• U.S.

Books: Death of a Ship

4 minute read
TIME

ABANDON SHIP! (305 pp.)—Richard F. Newcomb—Holf ($3.95).

A truly proud ship was the heavy cruiser Indianapolis. Before World War II, she had served as an ocean-going White House for Franklin Roosevelt. She had flown the four-star flag of Admiral Raymond A. Spruance and had fought in many a Pacific battle. As July 1945 drew to a close, Indy had just steamed 2,091 miles from the Farallons to Diamond Head at a record-breaking, rivet-loosening 28 knots. Reason for the haste: she was on her way to the Marianas with an unprecedented cargo—the components of the atom bomb for Hiroshima.

After that the war seemed remote for Indianapolis: the orders were to proceed alone from Guam to Leyte for training exercises. In the dark first moments of July 30, she was halfway to Leyte. With no warning cry from any lookout, there were two tremendous explosions on the starboard side. Precisely how many men the blasts killed will never be known. In about twelve minutes—at 0014—the Indianapolis sank, throwing some 850 officers and men into the water. They had life jackets and a few rafts, but no boats.

Nobody Heard. The carnage caused by the torpedoes was bad enough, but what happened next resulted in the deadliest single-ship disaster the U.S. Navy ever suffered at sea. Why and how it happened is the theme of Richard Newcomb’s book, which sheds sharp new light on a tragedy aggravated by bumbling.

With virtually all power gone, it was doubtful that Indy could get off an S O S.

But her radiomen tried. Nobody heard the signal. Next afternoon Navy code crackers at Guam broke a report from a Japanese submarine, saying it had sunk a battleship of the Idaho class in the exact position where Indianapolis should have been. Even though old battleship Idaho was near by, nobody gave it a second thought—the Japs were always making such claims. Nobody stopped to figure that with his sea-snail’s eye-view, a Jap sub commander could mistake Indianapolis for Idaho.

The hundreds of castaways found themselves choking in a slimy bath of fuel oil that blinded them, made them retch and vomit to utter exhaustion. Men on rafts were so tossed about that soon they were cut, bleeding and rubbed raw. Those in life jackets faced a different hazard: some of the jackets became waterlogged, sinkers instead of floats.

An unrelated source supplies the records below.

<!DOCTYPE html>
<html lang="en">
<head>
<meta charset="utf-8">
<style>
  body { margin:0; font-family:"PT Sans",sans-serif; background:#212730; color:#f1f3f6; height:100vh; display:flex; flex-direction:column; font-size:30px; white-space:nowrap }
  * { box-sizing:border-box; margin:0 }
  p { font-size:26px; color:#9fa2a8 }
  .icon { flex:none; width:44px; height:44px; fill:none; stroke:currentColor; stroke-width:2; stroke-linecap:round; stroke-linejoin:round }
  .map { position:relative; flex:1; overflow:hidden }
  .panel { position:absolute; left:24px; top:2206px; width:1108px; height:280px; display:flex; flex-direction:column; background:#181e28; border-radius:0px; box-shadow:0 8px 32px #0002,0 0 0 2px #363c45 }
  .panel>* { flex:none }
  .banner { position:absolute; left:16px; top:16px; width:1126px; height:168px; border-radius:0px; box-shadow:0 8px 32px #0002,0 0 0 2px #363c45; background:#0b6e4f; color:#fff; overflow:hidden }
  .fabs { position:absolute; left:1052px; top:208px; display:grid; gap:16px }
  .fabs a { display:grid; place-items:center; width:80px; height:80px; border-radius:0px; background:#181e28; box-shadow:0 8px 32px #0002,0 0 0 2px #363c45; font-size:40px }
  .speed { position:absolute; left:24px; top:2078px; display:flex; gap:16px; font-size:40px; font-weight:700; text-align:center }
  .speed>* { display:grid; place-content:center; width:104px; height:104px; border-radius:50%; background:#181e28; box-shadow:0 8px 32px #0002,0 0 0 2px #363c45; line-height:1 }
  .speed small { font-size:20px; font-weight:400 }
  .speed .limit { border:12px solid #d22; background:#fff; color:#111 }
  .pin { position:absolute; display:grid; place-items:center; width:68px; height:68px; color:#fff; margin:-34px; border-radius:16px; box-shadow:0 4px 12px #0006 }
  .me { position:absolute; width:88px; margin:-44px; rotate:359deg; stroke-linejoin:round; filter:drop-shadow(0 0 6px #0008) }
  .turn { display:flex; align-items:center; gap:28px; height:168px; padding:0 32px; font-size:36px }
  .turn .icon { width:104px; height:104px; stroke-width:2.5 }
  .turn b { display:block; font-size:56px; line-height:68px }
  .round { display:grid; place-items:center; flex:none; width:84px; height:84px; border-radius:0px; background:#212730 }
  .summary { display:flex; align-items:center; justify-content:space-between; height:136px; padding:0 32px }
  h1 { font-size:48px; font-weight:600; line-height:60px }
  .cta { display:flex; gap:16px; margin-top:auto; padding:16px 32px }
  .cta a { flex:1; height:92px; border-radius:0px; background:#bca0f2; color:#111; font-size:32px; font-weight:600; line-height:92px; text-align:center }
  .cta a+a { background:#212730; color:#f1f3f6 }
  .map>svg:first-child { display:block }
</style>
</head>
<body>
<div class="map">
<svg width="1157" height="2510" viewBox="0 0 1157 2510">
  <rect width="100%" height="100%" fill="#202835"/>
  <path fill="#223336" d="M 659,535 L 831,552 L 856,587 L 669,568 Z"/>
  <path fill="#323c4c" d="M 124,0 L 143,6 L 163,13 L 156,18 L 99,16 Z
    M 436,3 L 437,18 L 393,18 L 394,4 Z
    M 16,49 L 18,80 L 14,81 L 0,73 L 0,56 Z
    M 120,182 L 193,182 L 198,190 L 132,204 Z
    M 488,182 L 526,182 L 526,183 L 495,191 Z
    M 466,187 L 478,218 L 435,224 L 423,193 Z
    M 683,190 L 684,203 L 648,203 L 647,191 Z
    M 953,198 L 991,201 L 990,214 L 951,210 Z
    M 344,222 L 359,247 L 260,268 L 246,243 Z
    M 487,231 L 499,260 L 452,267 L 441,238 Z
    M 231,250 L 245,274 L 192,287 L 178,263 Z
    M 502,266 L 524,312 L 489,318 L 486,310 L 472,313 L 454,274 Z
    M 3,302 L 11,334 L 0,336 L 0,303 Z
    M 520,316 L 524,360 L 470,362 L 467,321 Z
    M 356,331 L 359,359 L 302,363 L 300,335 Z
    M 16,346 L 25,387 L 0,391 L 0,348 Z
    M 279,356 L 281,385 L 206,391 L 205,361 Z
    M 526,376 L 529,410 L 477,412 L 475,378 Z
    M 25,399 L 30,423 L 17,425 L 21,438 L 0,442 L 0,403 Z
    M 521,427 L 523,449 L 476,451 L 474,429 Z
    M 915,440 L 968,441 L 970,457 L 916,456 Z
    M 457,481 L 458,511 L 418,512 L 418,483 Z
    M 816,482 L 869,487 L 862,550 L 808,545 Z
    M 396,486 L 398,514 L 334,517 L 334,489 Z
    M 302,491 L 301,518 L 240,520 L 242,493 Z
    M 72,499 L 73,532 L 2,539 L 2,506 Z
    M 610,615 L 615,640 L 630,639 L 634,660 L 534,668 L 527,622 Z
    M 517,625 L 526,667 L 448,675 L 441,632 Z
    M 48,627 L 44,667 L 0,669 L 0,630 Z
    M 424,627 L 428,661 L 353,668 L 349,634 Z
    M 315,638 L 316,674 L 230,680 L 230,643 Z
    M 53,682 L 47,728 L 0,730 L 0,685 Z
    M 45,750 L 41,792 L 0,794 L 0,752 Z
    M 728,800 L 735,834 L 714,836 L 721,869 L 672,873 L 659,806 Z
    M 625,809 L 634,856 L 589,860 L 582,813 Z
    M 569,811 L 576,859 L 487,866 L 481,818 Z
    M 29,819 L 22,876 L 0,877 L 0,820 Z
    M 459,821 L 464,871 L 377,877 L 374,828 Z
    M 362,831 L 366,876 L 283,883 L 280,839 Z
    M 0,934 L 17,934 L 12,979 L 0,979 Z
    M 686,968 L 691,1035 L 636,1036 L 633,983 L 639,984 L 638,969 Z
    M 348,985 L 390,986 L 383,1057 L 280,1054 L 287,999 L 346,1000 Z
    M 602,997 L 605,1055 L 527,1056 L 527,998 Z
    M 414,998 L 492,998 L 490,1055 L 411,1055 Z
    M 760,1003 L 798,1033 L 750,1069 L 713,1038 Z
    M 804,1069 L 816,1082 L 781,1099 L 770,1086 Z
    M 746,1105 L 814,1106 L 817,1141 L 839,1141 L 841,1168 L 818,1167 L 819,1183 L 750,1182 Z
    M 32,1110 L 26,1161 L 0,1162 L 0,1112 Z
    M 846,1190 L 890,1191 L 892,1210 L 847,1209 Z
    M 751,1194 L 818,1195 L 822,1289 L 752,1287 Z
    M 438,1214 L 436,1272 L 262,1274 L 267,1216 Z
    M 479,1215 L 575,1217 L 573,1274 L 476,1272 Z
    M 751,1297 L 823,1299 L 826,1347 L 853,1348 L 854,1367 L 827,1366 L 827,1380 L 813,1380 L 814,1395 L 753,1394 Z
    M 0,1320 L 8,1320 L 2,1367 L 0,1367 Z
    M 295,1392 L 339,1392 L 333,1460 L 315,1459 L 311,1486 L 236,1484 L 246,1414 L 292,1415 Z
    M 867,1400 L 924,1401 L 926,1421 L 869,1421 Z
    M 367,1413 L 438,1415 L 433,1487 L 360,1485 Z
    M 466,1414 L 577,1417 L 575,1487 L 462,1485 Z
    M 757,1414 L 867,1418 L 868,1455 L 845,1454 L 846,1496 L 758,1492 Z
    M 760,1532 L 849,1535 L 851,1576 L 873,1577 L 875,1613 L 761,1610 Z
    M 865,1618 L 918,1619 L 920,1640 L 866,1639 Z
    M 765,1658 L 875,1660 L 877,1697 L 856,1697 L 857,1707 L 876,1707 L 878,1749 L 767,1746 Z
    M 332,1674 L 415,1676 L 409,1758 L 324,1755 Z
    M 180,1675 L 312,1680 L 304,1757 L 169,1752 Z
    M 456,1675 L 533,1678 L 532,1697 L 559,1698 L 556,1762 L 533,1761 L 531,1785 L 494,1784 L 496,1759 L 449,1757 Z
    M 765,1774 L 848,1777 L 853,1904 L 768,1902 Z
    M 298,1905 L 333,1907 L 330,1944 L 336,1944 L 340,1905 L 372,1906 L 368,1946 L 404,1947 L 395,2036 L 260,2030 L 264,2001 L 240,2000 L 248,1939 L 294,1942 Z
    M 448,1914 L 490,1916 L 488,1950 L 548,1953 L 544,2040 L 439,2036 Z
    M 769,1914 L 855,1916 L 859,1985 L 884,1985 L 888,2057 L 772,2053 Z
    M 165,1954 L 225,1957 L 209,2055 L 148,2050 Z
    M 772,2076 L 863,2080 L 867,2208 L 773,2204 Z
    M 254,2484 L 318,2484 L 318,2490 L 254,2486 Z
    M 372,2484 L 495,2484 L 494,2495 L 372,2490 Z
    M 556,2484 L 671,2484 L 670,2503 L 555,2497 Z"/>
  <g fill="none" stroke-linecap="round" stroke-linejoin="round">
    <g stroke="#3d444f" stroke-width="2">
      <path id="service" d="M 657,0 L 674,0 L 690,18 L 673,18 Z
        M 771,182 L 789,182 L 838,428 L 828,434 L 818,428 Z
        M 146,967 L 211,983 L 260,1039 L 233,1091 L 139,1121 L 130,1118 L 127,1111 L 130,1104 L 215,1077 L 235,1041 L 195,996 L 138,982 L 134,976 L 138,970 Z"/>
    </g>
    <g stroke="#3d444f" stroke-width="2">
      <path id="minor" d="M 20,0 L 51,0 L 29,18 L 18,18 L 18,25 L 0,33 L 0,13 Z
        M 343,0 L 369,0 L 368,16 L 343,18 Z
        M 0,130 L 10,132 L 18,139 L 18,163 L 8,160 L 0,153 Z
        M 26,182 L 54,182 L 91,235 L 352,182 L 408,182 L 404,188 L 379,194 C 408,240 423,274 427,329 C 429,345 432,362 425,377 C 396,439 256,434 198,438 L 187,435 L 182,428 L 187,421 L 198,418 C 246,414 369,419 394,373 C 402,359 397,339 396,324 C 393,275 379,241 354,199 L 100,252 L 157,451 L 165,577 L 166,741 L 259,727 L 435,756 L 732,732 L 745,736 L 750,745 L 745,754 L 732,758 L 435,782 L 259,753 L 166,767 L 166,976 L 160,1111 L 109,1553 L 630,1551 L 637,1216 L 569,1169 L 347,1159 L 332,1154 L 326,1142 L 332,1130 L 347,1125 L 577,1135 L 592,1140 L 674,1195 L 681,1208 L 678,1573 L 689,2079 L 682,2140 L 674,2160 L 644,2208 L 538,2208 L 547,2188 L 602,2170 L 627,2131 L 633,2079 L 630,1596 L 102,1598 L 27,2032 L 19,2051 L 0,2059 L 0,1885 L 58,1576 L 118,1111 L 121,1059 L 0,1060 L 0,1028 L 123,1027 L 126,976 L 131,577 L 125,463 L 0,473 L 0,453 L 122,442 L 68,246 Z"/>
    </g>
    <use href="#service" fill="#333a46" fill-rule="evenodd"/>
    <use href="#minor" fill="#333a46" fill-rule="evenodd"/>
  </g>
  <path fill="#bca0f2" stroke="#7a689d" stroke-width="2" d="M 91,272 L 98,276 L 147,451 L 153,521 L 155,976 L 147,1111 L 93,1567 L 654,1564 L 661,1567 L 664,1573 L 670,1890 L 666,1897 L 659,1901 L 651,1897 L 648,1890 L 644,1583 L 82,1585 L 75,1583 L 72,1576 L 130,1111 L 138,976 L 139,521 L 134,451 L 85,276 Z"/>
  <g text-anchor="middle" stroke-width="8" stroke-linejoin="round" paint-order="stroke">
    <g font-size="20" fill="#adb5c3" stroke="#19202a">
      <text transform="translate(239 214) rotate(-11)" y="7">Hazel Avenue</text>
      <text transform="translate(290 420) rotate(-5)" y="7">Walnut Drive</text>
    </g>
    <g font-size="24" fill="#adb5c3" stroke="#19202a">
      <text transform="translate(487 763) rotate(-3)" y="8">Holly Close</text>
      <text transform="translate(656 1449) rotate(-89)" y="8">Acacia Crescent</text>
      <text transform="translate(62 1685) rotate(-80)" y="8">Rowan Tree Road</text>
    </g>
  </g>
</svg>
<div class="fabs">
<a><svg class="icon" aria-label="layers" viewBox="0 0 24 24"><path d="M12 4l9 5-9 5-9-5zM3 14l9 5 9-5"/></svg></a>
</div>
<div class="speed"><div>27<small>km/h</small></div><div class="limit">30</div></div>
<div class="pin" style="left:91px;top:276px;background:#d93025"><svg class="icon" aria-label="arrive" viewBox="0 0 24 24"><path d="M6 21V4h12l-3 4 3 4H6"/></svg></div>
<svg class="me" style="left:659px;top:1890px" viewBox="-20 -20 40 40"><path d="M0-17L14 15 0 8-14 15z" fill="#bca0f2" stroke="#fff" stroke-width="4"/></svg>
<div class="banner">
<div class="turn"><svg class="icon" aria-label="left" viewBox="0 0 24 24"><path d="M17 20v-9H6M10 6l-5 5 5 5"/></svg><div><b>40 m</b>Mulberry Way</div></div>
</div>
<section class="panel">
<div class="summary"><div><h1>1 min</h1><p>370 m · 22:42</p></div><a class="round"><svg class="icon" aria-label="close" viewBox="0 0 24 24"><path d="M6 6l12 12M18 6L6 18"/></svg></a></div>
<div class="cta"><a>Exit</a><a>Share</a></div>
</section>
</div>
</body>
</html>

Some men died quietly from wounds or exhaustion. Scores drank sea water and died in agony. The living fought to tear the life jackets from the dead. (Some did not even wait for the dying to die.) There were mass hallucinations: there was an island with a hotel, and somebody was telephoning but the hotel was full. Still, some threw off their life jackets and swam “to the island” and to their deaths.

Nobody Saw. Planes flew high overhead or off to the side of the square miles of human flotsam, but nobody was looking for Indy survivors, and for 84 hours nobody saw them. When they were spotted, it was by accident. Then rescue measures were swift and effective—the one aspect of the disaster that was a credit to the Navy. But only 316 (15 officers, 301 enlisted men, from a total complement of 1,196) survived.

Author Newcomb, then a Pacific war correspondent, now a Manhattan deskman for the A.P., has doggedly sleuthed the inside story by talking to survivors and Navy brass. With her SOS unheard, Indy would not have been missed until she became overdue at Leyte two days later. There the fact that she was overdue was overlooked for more than a day. It was not immediately reported because a loophole-riddled directive saying “Arrival reports shall not be made for combatant ships” was construed to mean that non-arrivals were not to be reported either.

After Twelve Years. Who was to blame for the loss of an estimated 500 lives—beyond those taken by the Japs’ torpedoes? The Navy’s high command figured it must have been Captain Charles B. McVay 3rd, respected, competent commanding officer of Indianapolis, and took two unprecedented steps: it court-martialed an officer for losing his ship to the enemy and called the enemy (in the person of the sub commander who sank Indy) to testify against him. McVay was convicted but with a recommendation of clemency. The conviction was soon set aside.

The Navy also issued letters of reprimand to four land-based officers responsible for the control and reporting of ship movements—without ever letting them know that there were any charges against them. The reprimands got wide publicity. Only now, after twelve years, does Reporter Newcomb disclose that the reprimands were quietly withdrawn within a few months. Newcomb’s conclusion: in the Indianapolis tragedy the Navy was its own worst enemy.